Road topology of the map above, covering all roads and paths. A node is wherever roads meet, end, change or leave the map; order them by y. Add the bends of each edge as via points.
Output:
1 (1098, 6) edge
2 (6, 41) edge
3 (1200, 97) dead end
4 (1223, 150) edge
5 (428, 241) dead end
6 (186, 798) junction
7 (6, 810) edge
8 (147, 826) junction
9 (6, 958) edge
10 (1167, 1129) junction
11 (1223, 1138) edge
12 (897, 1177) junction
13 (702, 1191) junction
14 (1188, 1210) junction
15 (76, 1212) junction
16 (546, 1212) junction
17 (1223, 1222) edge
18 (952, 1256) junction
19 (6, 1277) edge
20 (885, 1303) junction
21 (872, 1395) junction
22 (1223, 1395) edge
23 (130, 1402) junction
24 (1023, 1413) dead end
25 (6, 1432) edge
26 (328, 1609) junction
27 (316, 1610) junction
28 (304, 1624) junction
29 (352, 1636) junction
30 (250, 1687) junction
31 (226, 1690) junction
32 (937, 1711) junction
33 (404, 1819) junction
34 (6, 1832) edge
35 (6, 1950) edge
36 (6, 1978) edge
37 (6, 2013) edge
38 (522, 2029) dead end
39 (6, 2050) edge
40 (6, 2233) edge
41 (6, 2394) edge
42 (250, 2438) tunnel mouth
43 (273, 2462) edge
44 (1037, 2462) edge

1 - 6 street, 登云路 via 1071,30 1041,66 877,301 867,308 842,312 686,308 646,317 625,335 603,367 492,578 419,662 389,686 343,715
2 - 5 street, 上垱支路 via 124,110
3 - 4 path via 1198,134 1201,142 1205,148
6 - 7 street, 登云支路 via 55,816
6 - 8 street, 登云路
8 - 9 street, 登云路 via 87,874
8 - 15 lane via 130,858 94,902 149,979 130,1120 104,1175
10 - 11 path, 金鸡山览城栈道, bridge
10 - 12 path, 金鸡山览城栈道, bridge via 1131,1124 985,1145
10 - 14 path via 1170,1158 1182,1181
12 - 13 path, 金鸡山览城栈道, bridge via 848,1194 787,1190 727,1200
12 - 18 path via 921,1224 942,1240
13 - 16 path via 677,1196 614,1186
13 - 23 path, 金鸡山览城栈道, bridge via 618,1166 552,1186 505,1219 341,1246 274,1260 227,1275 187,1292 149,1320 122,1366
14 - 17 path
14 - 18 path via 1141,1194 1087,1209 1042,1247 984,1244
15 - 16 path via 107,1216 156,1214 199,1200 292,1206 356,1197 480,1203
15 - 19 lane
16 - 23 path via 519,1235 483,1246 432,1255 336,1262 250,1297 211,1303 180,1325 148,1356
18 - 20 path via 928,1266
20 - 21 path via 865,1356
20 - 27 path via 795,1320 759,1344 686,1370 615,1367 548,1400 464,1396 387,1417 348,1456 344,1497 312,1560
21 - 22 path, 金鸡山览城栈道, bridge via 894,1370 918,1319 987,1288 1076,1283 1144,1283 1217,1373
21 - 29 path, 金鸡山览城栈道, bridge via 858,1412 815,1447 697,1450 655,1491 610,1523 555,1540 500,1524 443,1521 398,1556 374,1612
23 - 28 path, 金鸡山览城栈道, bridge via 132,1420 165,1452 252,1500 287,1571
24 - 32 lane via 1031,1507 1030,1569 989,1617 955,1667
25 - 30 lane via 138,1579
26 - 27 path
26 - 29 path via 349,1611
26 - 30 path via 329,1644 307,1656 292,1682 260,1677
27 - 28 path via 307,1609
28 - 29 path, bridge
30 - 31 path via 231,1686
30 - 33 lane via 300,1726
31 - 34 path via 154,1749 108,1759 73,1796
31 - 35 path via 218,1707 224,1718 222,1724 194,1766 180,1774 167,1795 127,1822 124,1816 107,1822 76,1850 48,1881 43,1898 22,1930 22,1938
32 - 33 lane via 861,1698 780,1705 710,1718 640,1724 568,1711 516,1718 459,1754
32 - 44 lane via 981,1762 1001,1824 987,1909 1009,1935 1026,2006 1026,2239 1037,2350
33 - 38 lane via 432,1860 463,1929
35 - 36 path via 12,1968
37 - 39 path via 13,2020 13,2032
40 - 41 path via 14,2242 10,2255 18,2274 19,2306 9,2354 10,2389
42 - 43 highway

▬▬▬▬▬▬

### What to work on
Go through the listing above and locate each line that holds the word "street". Copy those lines.

### Solution
1 - 6 street, 登云路 via 1071,30 1041,66 877,301 867,308 842,312 686,308 646,317 625,335 603,367 492,578 419,662 389,686 343,715
2 - 5 street, 上垱支路 via 124,110
6 - 7 street, 登云支路 via 55,816
6 - 8 street, 登云路
8 - 9 street, 登云路 via 87,874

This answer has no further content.